Your objective => Start at the line containing "thumb tip: (151, 92)" and transcribe every line exactly through the end of the records below, and only those lines.

Stored data =>
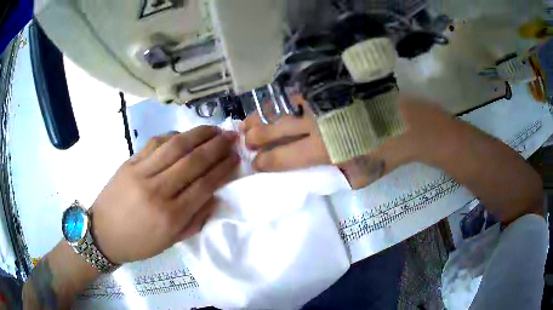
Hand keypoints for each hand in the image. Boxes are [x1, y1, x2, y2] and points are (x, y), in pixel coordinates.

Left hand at [91, 126, 238, 263]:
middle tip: (231, 137)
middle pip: (192, 162)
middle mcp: (157, 191)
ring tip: (214, 129)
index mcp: (170, 217)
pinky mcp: (130, 163)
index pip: (204, 186)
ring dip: (198, 134)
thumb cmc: (139, 243)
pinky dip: (173, 135)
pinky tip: (185, 134)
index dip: (223, 169)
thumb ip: (195, 220)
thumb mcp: (170, 241)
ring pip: (175, 146)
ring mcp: (141, 173)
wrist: (103, 233)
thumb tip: (214, 196)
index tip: (236, 157)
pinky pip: (155, 143)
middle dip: (216, 146)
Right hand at [243, 96, 454, 188]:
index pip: (282, 159)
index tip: (254, 163)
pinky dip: (283, 103)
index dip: (264, 162)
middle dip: (255, 137)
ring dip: (261, 117)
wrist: (409, 124)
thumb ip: (330, 172)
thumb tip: (309, 168)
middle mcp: (317, 126)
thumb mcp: (358, 176)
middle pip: (275, 130)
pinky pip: (299, 96)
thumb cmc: (387, 155)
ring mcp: (323, 104)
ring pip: (282, 109)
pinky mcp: (331, 91)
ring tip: (246, 123)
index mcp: (324, 151)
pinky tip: (275, 107)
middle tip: (243, 141)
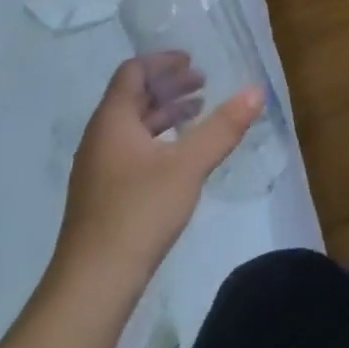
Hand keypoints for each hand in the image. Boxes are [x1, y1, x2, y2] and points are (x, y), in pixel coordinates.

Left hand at [52, 53, 262, 291]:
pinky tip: (180, 157)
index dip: (162, 61)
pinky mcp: (103, 196)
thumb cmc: (138, 213)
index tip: (192, 60)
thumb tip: (257, 91)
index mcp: (113, 121)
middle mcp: (100, 138)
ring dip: (165, 113)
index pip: (132, 72)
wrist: (91, 287)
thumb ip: (223, 127)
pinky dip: (158, 139)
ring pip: (133, 126)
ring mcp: (98, 170)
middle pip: (133, 97)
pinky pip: (132, 149)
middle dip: (169, 86)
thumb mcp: (188, 165)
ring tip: (198, 113)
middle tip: (204, 83)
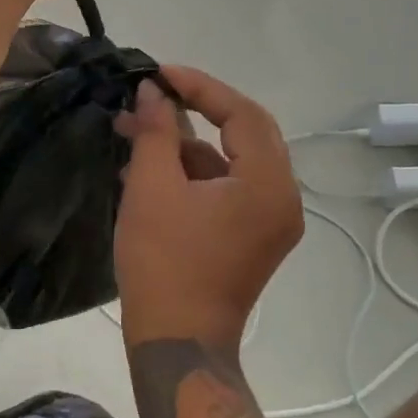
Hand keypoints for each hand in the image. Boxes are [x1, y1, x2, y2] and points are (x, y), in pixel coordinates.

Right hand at [114, 67, 303, 348]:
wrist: (177, 343)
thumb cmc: (164, 263)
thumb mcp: (152, 188)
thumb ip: (155, 131)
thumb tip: (151, 92)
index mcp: (268, 184)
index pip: (242, 113)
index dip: (200, 86)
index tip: (158, 74)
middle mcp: (283, 198)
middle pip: (245, 132)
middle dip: (197, 109)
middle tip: (155, 95)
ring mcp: (271, 221)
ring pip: (232, 161)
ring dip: (188, 144)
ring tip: (135, 132)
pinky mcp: (253, 237)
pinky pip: (228, 188)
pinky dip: (194, 173)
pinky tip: (149, 168)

Written solution =>
thumb tip: (151, 92)
index mcp: (268, 184)
index pip: (242, 113)
index dip: (200, 86)
index tip: (158, 74)
middle mcp: (283, 198)
middle pip: (245, 132)
middle dip: (197, 109)
middle tip: (155, 95)
ring mcp: (271, 221)
ring pip: (232, 161)
ring dip: (188, 144)
ring tip: (135, 132)
pinky mcp: (253, 237)
pinky pip: (228, 188)
pinky dip: (194, 173)
pinky tip: (149, 168)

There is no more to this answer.